What is Your Goal Setting Style?
Where do you fall on the spectrum of goal-setters to manifesters? Do you set highly specific “SMART” goals and lay out the step-by-step actions that you need to get there, never wavering from your path?
Do you put together a vision board and pray on it daily, setting an intention and manifesting your desires?
Do you fall somewhere in the middle?
Or have you given up on goals and dreams entirely, because no matter what you do, it never seems to be enough to turn your vision into reality?
I’ve experimented in all camps, and lately, I’m trying extra hard to stay out of the last one. This year, so far, has been rough. Like: I’m ready for this life to be over, rough. It’s been really hard to keep going some days.
Ironically, I’ve never been more clear on what I want to create. My purpose is strong. I spent a month refining my vision and mission and creating a focus for each area in my life. Some days I wonder: did I waste my time? What’s the use of planning when you feel inept in implementing?
Navigating the Rough Patch
When you work so hard, taking consistent, daily, action, and the results don’t follow, your core becomes a breeding ground for doubt and despair. Maintaining a positive mindset can be tough when you feel like everything you touch disintegrates in your hands.
It can be hard to get out of bed, to take the steps, to do your daily rituals.

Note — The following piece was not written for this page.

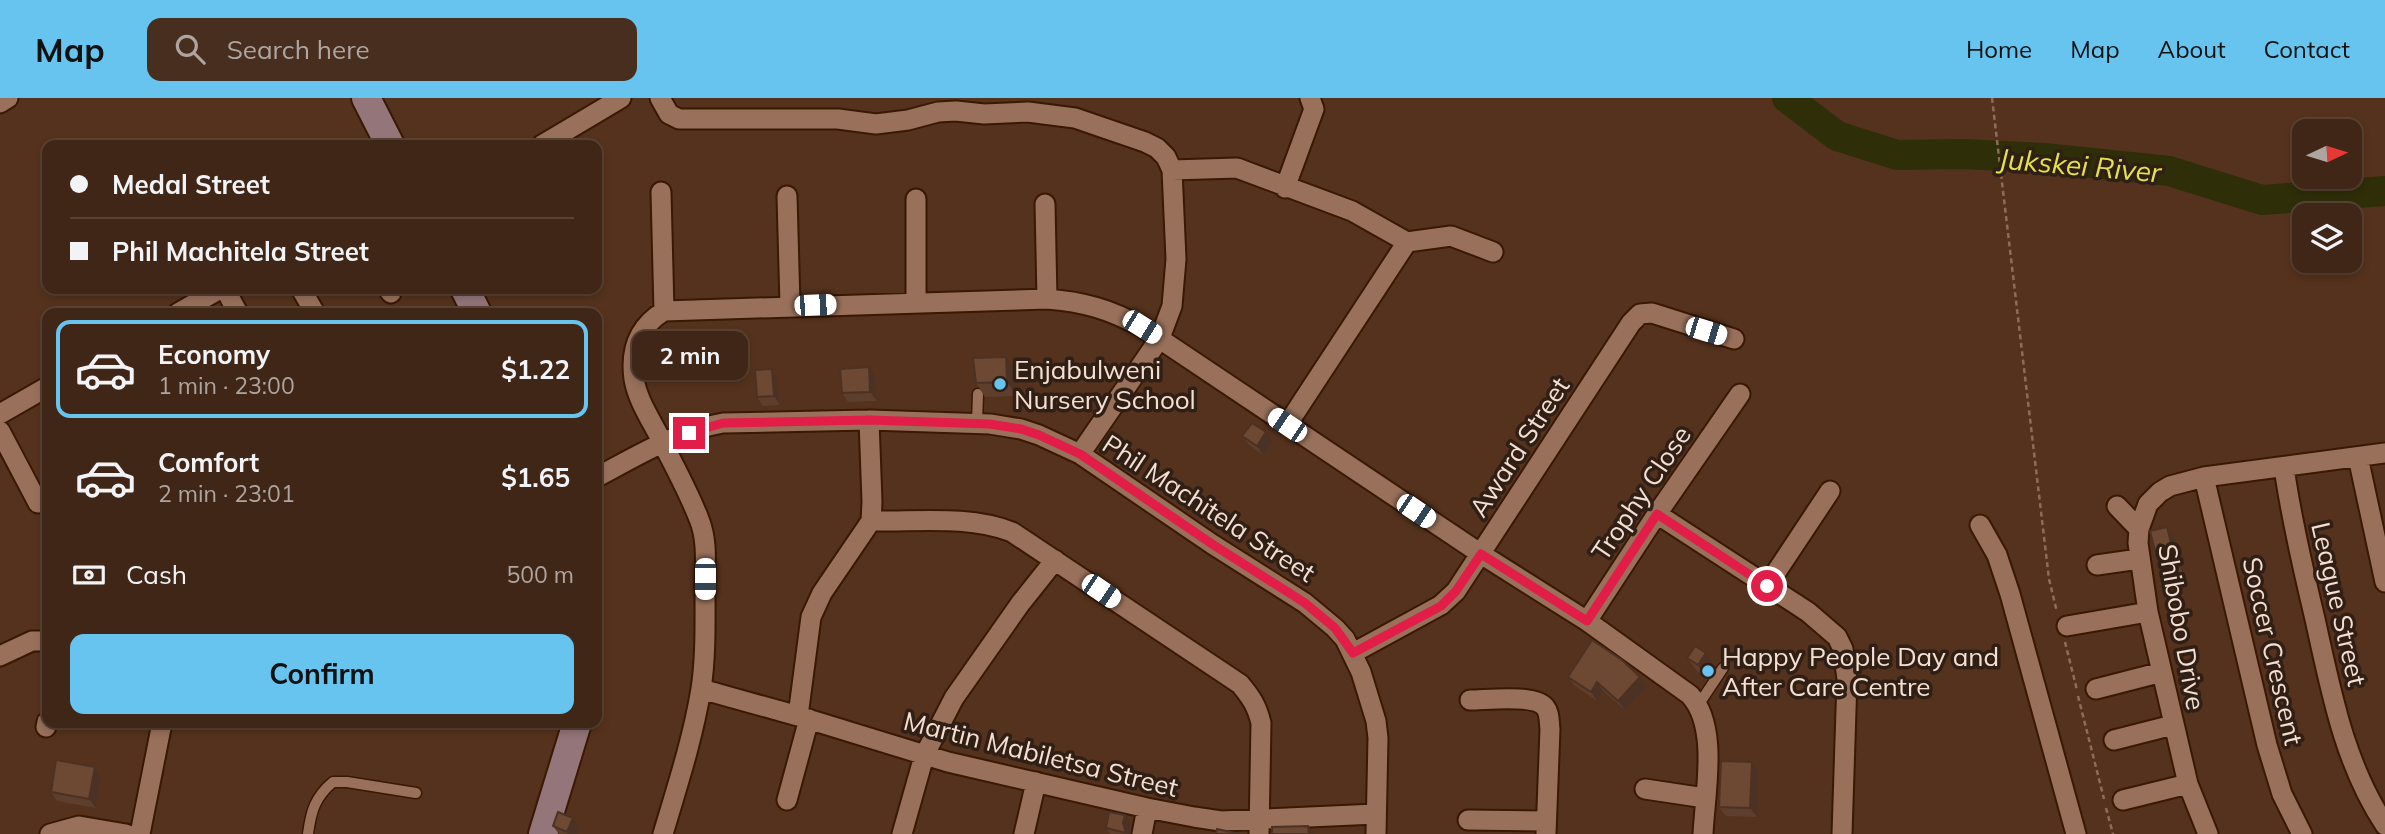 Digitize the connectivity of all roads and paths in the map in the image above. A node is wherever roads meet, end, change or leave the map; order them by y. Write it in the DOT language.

And yet, somehow, I do. Every day. I hit the gym. I move my body. I sit for meditation practice. I write, even if I don’t always publish. I walk my 10,000 steps. Every evening, I complete a daily journal exercise in which I express gratitude and identify wins (among other things). Day after day.
No. Matter. What.
Many people ask me how I keep myself going. They wonder how I can stay calm amidst so much uncertainty. I don’t know that I always stay calm. I would say that through weeks, months and years of daily practice I have expanded my capacity to hold space for uncertainty.
I recently learned a new frame to help me in this regard.
The Foundations of Faith and Trust
The story of the Exodus from Egypt looms large in the cultural identity of the Jewish people. We are called to remember it not only on Passover, but in the context of daily and weekly prayers and rituals.
Why are we called to remember it daily?
It seems obvious that the Exodus lays the foundation of our faith and trust in God. But the call for daily remembrance is not only about what God did for the Israelites. The events of the Exodus teach us three lessons in how to act when we find ourselves in tough times.
(1) Cultivate Faith
The key events leading to the exodus was God’s infliction of the Ten Plagues on the Egyptians. Through the plagues, God showed the Egyptians that He controls all aspects of creation, including the objects in nature that the Egyptians worshipped as gods, like the Nile River and the sun.
God delivered the ten plagues to show His power not only to the Egyptians, but also to the Israelites. The Israelites witnessed the Egyptians suffer while they remained unharmed. They began to believe in the Divine and cultivate faith in God’s presence and power.
(2) Trust Divine Timing and Process
Even when you have faith in a higher power, it’s easy to lose trust when you find yourself continually struggling. Living in circumstances that don’t seem to improve naturally raises the question: where is the Divine?
We might wonder, if God is so powerful, why did He not simply decimate the Egyptians and rescue the Israelites immediately? Why drag out the process over Ten Plagues?
Of course God could have created this result on a faster timeline. But the drama of the plagues was instrumental to God’s plan.
If the Israelites hadn’t witnessed the process unfold, they might not have cultivated the necessary faith to leave the comfort of their homes in Egypt and venture into the uncertainty of the desert. This wasn’t obvious in the moment; we can recognize it only in retrospect.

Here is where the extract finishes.